Ms. Ahila Devi, who oversees the WomenStrong program at the DHAN Foundation, says she became the bold woman she is today because of strong, extended family ties that are so common in India. Ahila grew up in a “joint family system,” with her extended family living together in one home and sharing household responsibilities, including childcare. For Ahila, this meant sharing a home with her mother’s 12 siblings and her father’s eight siblings, as well as with a courageous, self-determined grandmother. Ahila’s grandmother was a mentor and role model for Ahila and all her female cousins, and because she had been unable to finish her own education, she always stressed the importance of school as a way to overcome poverty.

Ahila was also encouraged by her parents to confidently pursue her education and her dreams. Her father, an optimistic, determined man, told her, “Everything is possible, and everything you need is already within you.”

Such a loving, encouraging upbringing enabled Ahila to pursue higher education. She dreamed of becoming a university lecturer and was so outspoken about her dream that her nickname at university was “Professor.” But her dream changed when, as part of her post-graduate studies in agriculture, Ahila visited the DHAN Foundation in Madurai, a city of a million people in the southern Indian state of Tamil Nadu.

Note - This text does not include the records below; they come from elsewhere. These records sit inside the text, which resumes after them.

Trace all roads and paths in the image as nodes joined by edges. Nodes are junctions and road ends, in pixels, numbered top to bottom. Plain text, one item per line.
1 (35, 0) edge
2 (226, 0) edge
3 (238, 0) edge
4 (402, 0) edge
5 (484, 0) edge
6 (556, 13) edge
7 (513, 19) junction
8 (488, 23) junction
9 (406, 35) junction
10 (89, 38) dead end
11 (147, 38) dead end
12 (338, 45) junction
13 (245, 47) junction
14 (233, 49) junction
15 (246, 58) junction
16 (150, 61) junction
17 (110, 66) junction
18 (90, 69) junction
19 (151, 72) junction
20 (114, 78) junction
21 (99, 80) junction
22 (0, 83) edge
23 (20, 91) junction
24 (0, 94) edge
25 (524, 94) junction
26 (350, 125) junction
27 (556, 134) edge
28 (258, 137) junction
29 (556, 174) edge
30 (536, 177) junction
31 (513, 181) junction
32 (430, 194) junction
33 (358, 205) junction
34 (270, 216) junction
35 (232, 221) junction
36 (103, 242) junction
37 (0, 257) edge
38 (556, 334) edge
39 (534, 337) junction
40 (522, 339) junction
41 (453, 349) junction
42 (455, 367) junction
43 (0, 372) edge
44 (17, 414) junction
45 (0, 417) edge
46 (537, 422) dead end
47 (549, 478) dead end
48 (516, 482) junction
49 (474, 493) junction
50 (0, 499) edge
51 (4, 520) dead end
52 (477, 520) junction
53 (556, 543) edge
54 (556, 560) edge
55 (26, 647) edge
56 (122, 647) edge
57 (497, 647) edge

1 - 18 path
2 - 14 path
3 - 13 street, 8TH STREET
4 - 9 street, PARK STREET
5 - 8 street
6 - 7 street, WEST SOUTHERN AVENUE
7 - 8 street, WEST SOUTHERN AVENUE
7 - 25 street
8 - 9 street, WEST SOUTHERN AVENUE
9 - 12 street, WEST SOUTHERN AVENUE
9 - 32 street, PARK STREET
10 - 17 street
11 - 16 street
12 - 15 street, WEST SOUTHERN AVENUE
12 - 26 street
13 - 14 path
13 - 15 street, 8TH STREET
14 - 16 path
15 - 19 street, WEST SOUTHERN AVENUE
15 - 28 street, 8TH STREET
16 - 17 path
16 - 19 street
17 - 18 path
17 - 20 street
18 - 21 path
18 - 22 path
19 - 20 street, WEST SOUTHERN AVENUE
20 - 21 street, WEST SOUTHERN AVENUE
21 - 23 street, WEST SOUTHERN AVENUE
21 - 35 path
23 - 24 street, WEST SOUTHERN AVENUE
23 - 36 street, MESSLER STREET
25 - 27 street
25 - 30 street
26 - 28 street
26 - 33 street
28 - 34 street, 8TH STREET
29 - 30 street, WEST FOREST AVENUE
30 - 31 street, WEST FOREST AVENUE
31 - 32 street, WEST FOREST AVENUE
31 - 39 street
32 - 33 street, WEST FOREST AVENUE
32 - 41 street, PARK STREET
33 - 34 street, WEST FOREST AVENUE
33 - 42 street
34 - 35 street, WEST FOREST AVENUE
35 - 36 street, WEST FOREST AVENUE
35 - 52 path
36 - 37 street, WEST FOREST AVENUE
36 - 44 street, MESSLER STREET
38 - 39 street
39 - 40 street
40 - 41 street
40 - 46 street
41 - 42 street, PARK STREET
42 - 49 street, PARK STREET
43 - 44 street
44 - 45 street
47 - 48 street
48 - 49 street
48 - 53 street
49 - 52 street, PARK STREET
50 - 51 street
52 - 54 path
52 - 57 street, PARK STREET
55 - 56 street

There, she witnessed DHAN’s innovative, grassroots anti-poverty work and was impressed and inspired. She admired DHAN’s practice of sending professional staff to live among the low-income people with whom they worked. The practice gave DHAN staff unique insights into the needs and aspirations of those in its programs and bred a mutual understanding and respect. DHAN believes that staff should first listen and learn from the community and that this process creates a democratic system throughout DHAN that is less hierarchical than that of most development organizations. Ahila had several classmates who joined the DHAN Foundation after graduation and raved about the fulfilling nature of their work, and she soon did the same.